I can't unnest sub arrays on athena

1.2k views Asked by At

I am using athena with JSON files and nested fields. How can I unnest sub levels?

This platform part of the schema:

`platforms` array<struct<key_name:boolean,key_name:string,key_name:boolean,key_name:string,
tags:array<string>,

A data sample if I directly query the platform field without unnest it:

[{registrationcomplete=true, source=mail, invitesent=true, label=test, tags=[top], ...

My issue is I can unnest the first level with athena:

UNNEST(platforms) AS t1 (platform);

I am running a query on multiple tables and when I call my sub array like this it doesn't work:

array_join('a.platform.tags', ',') AS plat_tags,

I get this error because the unnest changed the type:

SYNTAX_ERROR: line 6:1: Unexpected parameters (varchar(15), varchar(1)) for function array_join. Expected: array_join(array(T), varchar) T, array_join(array(T), varchar, varchar) T

If I perform a simple query on only one table this code is working:

array_join('platform.tags', ',') AS plat_tags,

I would like to know if a workaround exists or better directly transform my sub array tags like the other unnest!

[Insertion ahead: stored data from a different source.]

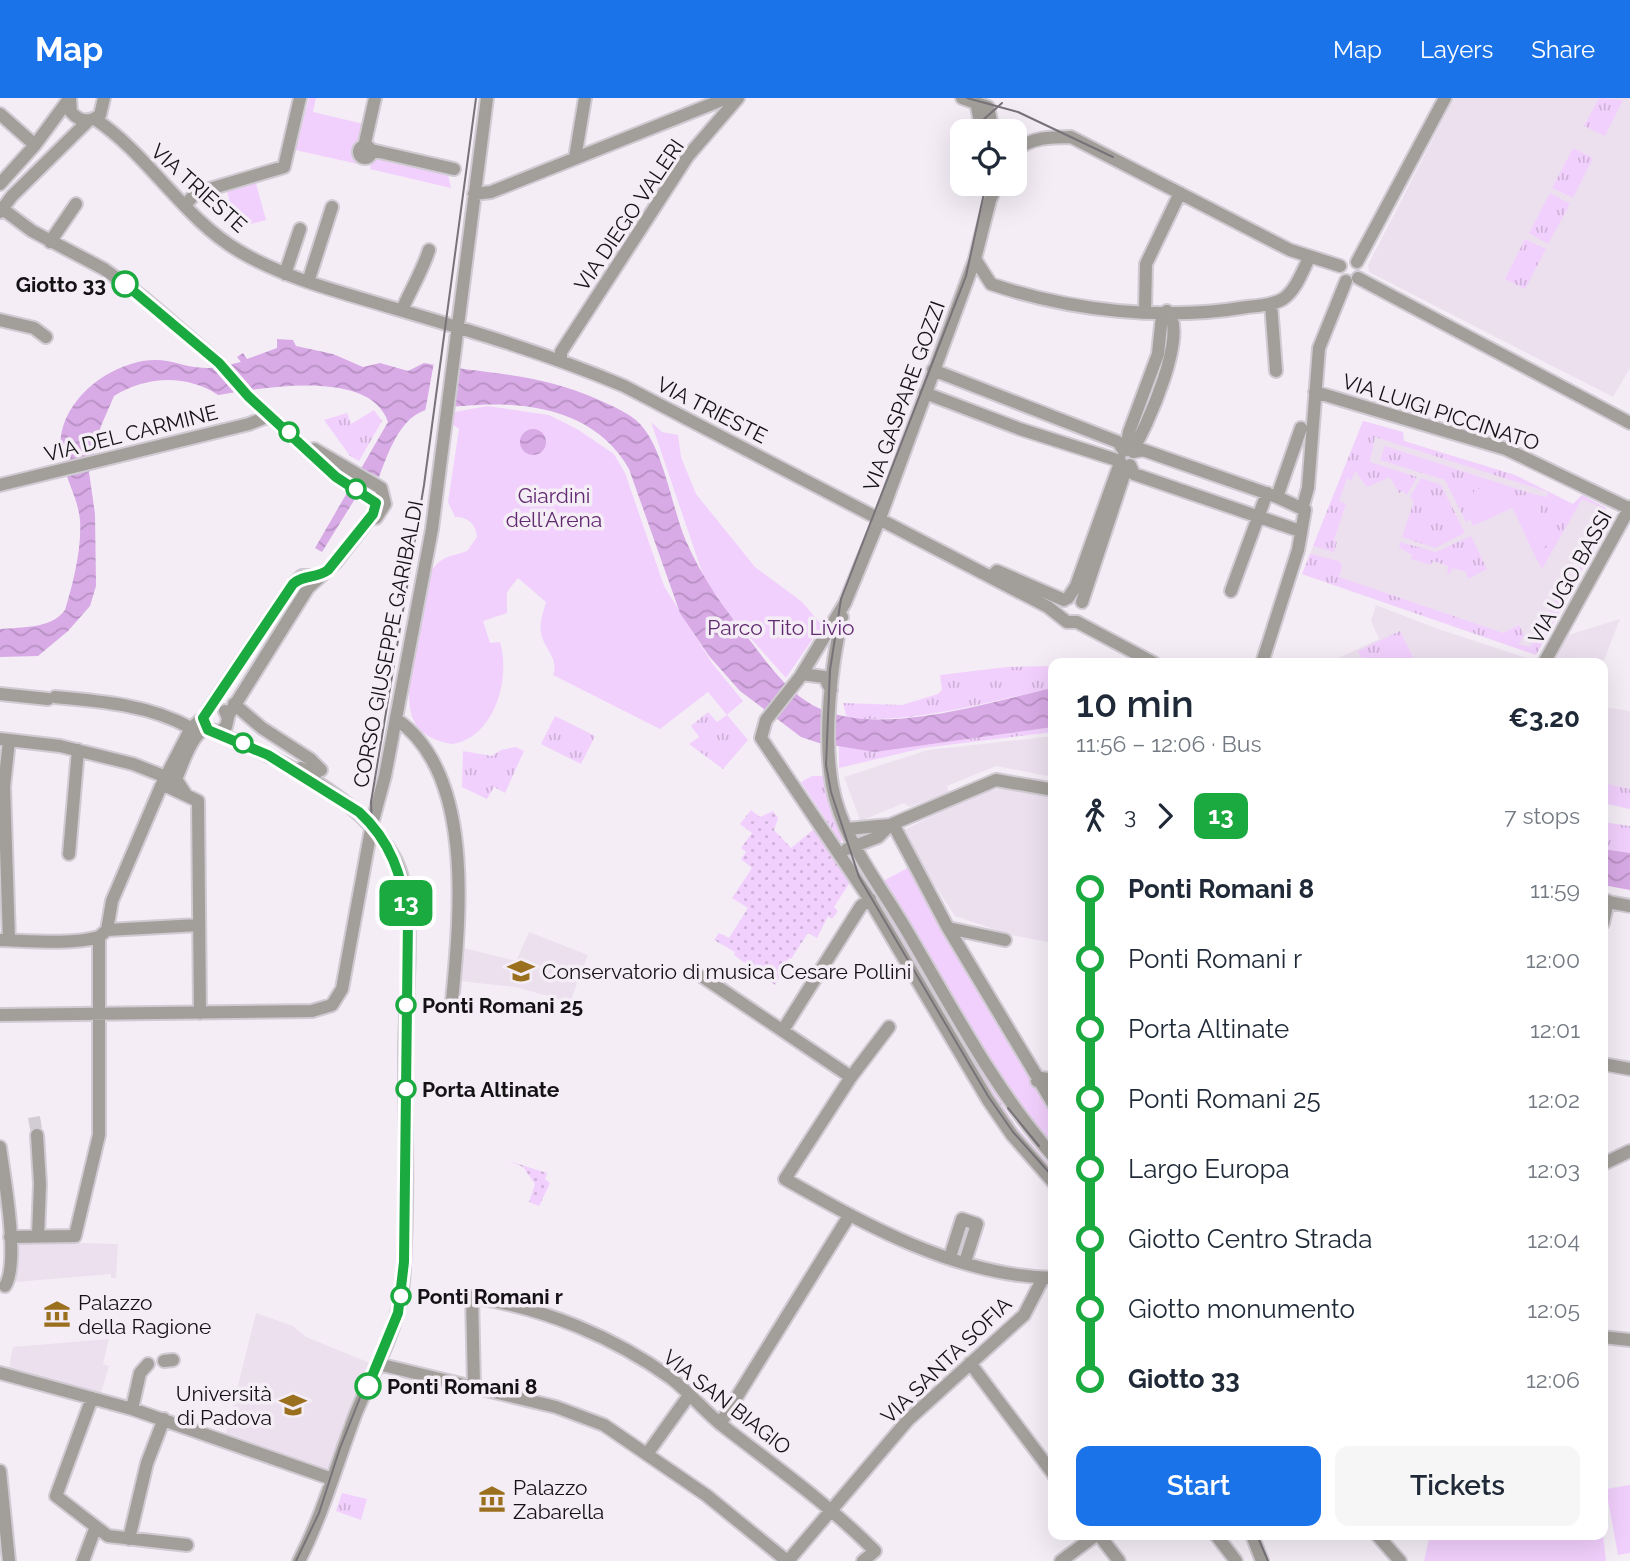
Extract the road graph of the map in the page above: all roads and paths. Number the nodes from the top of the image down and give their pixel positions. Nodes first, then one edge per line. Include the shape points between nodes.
1 (104, 98) edge
2 (300, 98) edge
3 (375, 98) edge
4 (487, 98) edge
5 (585, 98) edge
6 (727, 98) edge
7 (738, 98) edge
8 (962, 98) edge
9 (1445, 98) edge
10 (69, 99) edge
11 (976, 102) junction
12 (0, 114) edge
13 (980, 119) edge
14 (992, 119) edge
15 (91, 120) junction
16 (1027, 143) edge
17 (35, 145) junction
18 (575, 158) junction
19 (454, 169) dead end
20 (0, 184) edge
21 (0, 191) edge
22 (1180, 193) junction
23 (474, 194) junction
24 (990, 196) edge
25 (992, 196) edge
26 (990, 200) junction
27 (76, 204) dead end
28 (185, 205) junction
29 (332, 207) dead end
30 (4, 209) edge
31 (300, 229) dead end
32 (50, 242) junction
33 (429, 250) dead end
34 (1309, 258) junction
35 (975, 259) junction
36 (1357, 262) junction
37 (1340, 266) junction
38 (285, 274) junction
39 (1352, 279) junction
40 (308, 282) junction
41 (1270, 304) junction
42 (402, 310) junction
43 (1145, 311) junction
44 (1167, 311) junction
45 (0, 320) edge
46 (456, 328) junction
47 (46, 337) dead end
48 (561, 359) junction
49 (933, 370) junction
50 (1276, 371) dead end
51 (1315, 392) junction
52 (925, 393) junction
53 (1028, 407) junction
54 (269, 415) junction
55 (1630, 423) edge
56 (1301, 428) dead end
57 (1020, 429) junction
58 (301, 442) junction
59 (1126, 457) junction
60 (0, 485) edge
61 (374, 492) junction
62 (1272, 495) junction
63 (1303, 506) junction
64 (1630, 508) edge
65 (1258, 517) junction
66 (880, 518) junction
67 (1300, 531) junction
68 (321, 576) junction
69 (991, 577) junction
70 (1231, 591) dead end
71 (1066, 599) junction
72 (1082, 602) junction
73 (845, 603) junction
74 (1060, 614) junction
75 (1077, 622) junction
76 (1145, 658) edge
77 (1264, 658) edge
78 (1547, 658) edge
79 (801, 676) junction
80 (831, 693) junction
81 (0, 694) edge
82 (230, 714) junction
83 (396, 719) junction
84 (209, 722) junction
85 (191, 728) junction
86 (5, 740) edge
87 (78, 750) junction
88 (268, 755) junction
89 (164, 780) junction
90 (1048, 789) edge
91 (185, 793) junction
92 (372, 824) junction
93 (891, 825) junction
94 (847, 829) junction
95 (854, 847) junction
96 (837, 848) junction
97 (69, 854) dead end
98 (870, 899) junction
99 (1608, 902) edge
100 (1630, 906) edge
101 (198, 925) junction
102 (948, 928) junction
103 (103, 933) junction
104 (4, 940) edge
105 (1005, 940) dead end
106 (703, 977) dead end
107 (452, 1001) dead end
108 (200, 1013) junction
109 (0, 1015) edge
110 (100, 1015) junction
111 (889, 1027) dead end
112 (783, 1030) junction
113 (1608, 1065) edge
114 (1630, 1069) edge
115 (851, 1077) junction
116 (1048, 1079) edge
117 (1037, 1081) junction
118 (1048, 1097) edge
119 (37, 1135) tunnel mouth
120 (0, 1147) edge
121 (1048, 1150) edge
122 (1630, 1151) edge
123 (1608, 1162) edge
124 (1048, 1176) edge
125 (849, 1216) junction
126 (38, 1236) junction
127 (7, 1241) edge
128 (950, 1257) junction
129 (965, 1262) junction
130 (1048, 1278) edge
131 (5, 1286) dead end
132 (1608, 1338) edge
133 (1630, 1340) edge
134 (971, 1363) junction
135 (148, 1364) dead end
136 (378, 1364) junction
137 (0, 1373) edge
138 (474, 1386) junction
139 (690, 1394) junction
140 (92, 1398) junction
141 (132, 1409) junction
142 (163, 1419) junction
143 (720, 1424) junction
144 (647, 1454) junction
145 (1048, 1467) edge
146 (1, 1479) edge
147 (332, 1479) junction
148 (833, 1509) junction
149 (95, 1529) junction
150 (129, 1539) junction
151 (1091, 1540) edge
152 (1102, 1540) edge
153 (1220, 1540) edge
154 (1254, 1540) edge
155 (1381, 1540) edge
156 (187, 1545) dead end
157 (9, 1561) edge
158 (83, 1561) edge
159 (299, 1561) edge
160 (787, 1561) edge
161 (863, 1561) edge
162 (1061, 1561) edge
163 (1119, 1561) edge
164 (1236, 1561) edge
165 (1262, 1561) edge
166 (1400, 1561) edge

1 - 15 street via 103,110
2 - 28 street via 284,167 195,193
3 - 19 street via 367,148
4 - 23 street, CORSO GIUSEPPE GARIBALDI
5 - 18 street
6 - 18 street
7 - 48 street, VIA DIEGO VALERI via 688,156 561,352
8 - 11 street
9 - 36 street
10 - 15 street, VIA TRIESTE via 71,112
10 - 17 street
11 - 13 street
11 - 14 street via 992,111
12 - 17 street
15 - 28 street, VIA TRIESTE
15 - 30 street
16 - 22 street via 1071,137
17 - 20 street
18 - 23 street
21 - 30 street via 5,195
22 - 34 street
22 - 43 street via 1146,264
23 - 46 street, CORSO GIUSEPPE GARIBALDI
24 - 26 street, VIA GASPARE GOZZI
25 - 26 street, VIA GASPARE GOZZI
26 - 35 street, VIA GASPARE GOZZI
27 - 32 street
28 - 38 street, VIA TRIESTE via 233,247
29 - 40 street
30 - 32 street
31 - 38 street
32 - 54 street via 119,279 219,363
33 - 42 street
34 - 37 street
34 - 41 street via 1291,291
35 - 43 street via 991,284 1010,291 1101,309
35 - 49 street, VIA GASPARE GOZZI
36 - 37 street via 1347,260
36 - 39 street via 1361,271
37 - 39 street via 1340,276
38 - 40 street, VIA TRIESTE
39 - 51 street via 1323,334
39 - 55 street
40 - 42 street, VIA TRIESTE
41 - 44 street
41 - 50 street
42 - 46 street, VIA TRIESTE
43 - 44 street
44 - 59 street via 1160,322 1164,356 1141,436
45 - 47 street via 34,328
46 - 48 street, VIA TRIESTE
46 - 83 street, CORSO GIUSEPPE GARIBALDI via 432,528
48 - 66 street, VIA TRIESTE via 624,386
49 - 52 street, VIA GASPARE GOZZI
49 - 53 street
51 - 63 street
51 - 64 street, VIA LUIGI PICCINATO via 1506,449
52 - 57 street
52 - 66 street, VIA GASPARE GOZZI
53 - 57 street
53 - 59 street via 1118,442
54 - 58 street
54 - 60 street, VIA DEL CARMINE via 249,424
56 - 62 street
57 - 59 street
58 - 61 street via 356,472
58 - 61 street via 348,485
59 - 62 street via 1143,450
59 - 65 street via 1134,474
59 - 71 street via 1076,586
59 - 72 street
61 - 68 street via 376,508
62 - 63 street
62 - 65 street
63 - 67 street
64 - 78 street, VIA UGO BASSI
65 - 67 street
65 - 70 street
66 - 69 street, VIA TRIESTE
66 - 73 street, VIA GASPARE GOZZI
67 - 77 street
68 - 82 street
68 - 84 street via 302,576 293,584
69 - 71 street, VIA TRIESTE via 997,571
69 - 74 street, VIA TRIESTE
71 - 72 street, VIA TRIESTE
71 - 74 street
72 - 75 street via 1085,612
73 - 79 street, VIA GASPARE GOZZI
73 - 80 street, VIA GASPARE GOZZI via 833,655
74 - 75 street, VIA TRIESTE via 1067,622
75 - 76 street, VIA TRIESTE
79 - 80 street via 824,677
79 - 96 street, VIA GASPARE GOZZI via 766,720 761,738
80 - 94 street, VIA GASPARE GOZZI via 834,795
81 - 85 street via 115,704
82 - 84 street
82 - 84 street via 220,708
82 - 88 street via 237,734
82 - 88 street via 262,729 321,770 313,774
83 - 92 street, CORSO GIUSEPPE GARIBALDI
83 - 107 street via 431,753 454,828 459,881
84 - 85 street
84 - 88 street
84 - 91 street via 198,734 176,779
85 - 89 street
86 - 87 street
86 - 104 street
87 - 89 street via 133,764
87 - 97 street
88 - 92 street
89 - 91 street
89 - 103 street
90 - 93 street via 996,780
91 - 101 street via 198,801
92 - 108 street, CORSO GIUSEPPE GARIBALDI via 348,965 336,1001 326,1009 312,1011
92 - 136 street via 399,868 408,918 404,1262 398,1313
93 - 94 street
93 - 95 street
93 - 102 street
94 - 95 street, VIA GASPARE GOZZI
95 - 96 street
95 - 121 street, VIA GASPARE GOZZI via 1007,1099
96 - 98 street
98 - 112 street via 861,906
98 - 124 street via 988,1100
99 - 100 street
101 - 103 street
101 - 108 street
102 - 105 street
102 - 117 street
103 - 104 street via 72,942
103 - 110 street
106 - 112 street
108 - 110 street
109 - 110 street
110 - 126 street via 99,1135 75,1236
111 - 115 street
112 - 115 street
113 - 114 street
115 - 125 street via 785,1179
116 - 117 street
117 - 118 street
119 - 126 street
120 - 127 street
122 - 123 street
125 - 128 street via 897,1240
125 - 143 street
126 - 127 street
127 - 131 street via 9,1279
128 - 129 street
128 - 129 street via 962,1219 977,1224
129 - 130 street
130 - 134 street, VIA SANTA SOFIA via 1024,1315
132 - 133 street
134 - 145 street
134 - 148 street, VIA SANTA SOFIA via 908,1420
135 - 141 street via 142,1370
136 - 138 street
136 - 147 street
137 - 140 street
138 - 139 street, VIA SAN BIAGIO via 472,1297 531,1308 584,1329 654,1367
138 - 144 street via 583,1415
139 - 143 street, VIA SAN BIAGIO
139 - 144 street
140 - 141 street
140 - 149 street via 56,1496
141 - 142 street
142 - 147 street
142 - 150 street
143 - 148 street, VIA SAN BIAGIO
144 - 160 street
146 - 157 street
147 - 159 street
148 - 160 street, VIA SANTA SOFIA
148 - 161 street, VIA SAN BIAGIO via 875,1551
149 - 150 street
149 - 158 street
150 - 156 street
151 - 162 street
152 - 163 street
153 - 164 street
154 - 165 street
155 - 166 street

because if I use this piece of code this works but the result is in an array which is not handled by aws quicksight.

platform.tags AS plat_tags,
1

There are 1 answers

0
Theo On BEST ANSWER

You are quoting platform.tags with single quotes, which is SQL syntax for strings.

To quote an identifier you must use double quotes, and put the quotes around each components (i.e. not the dot separating them). In this case I think quoting is unnecessary so write it like this:

array_join(platform.tags, ',') AS plat_tags

But if you want to quote the identifiers, write it like this:

array_join("platform"."tags", ',') AS plat_tags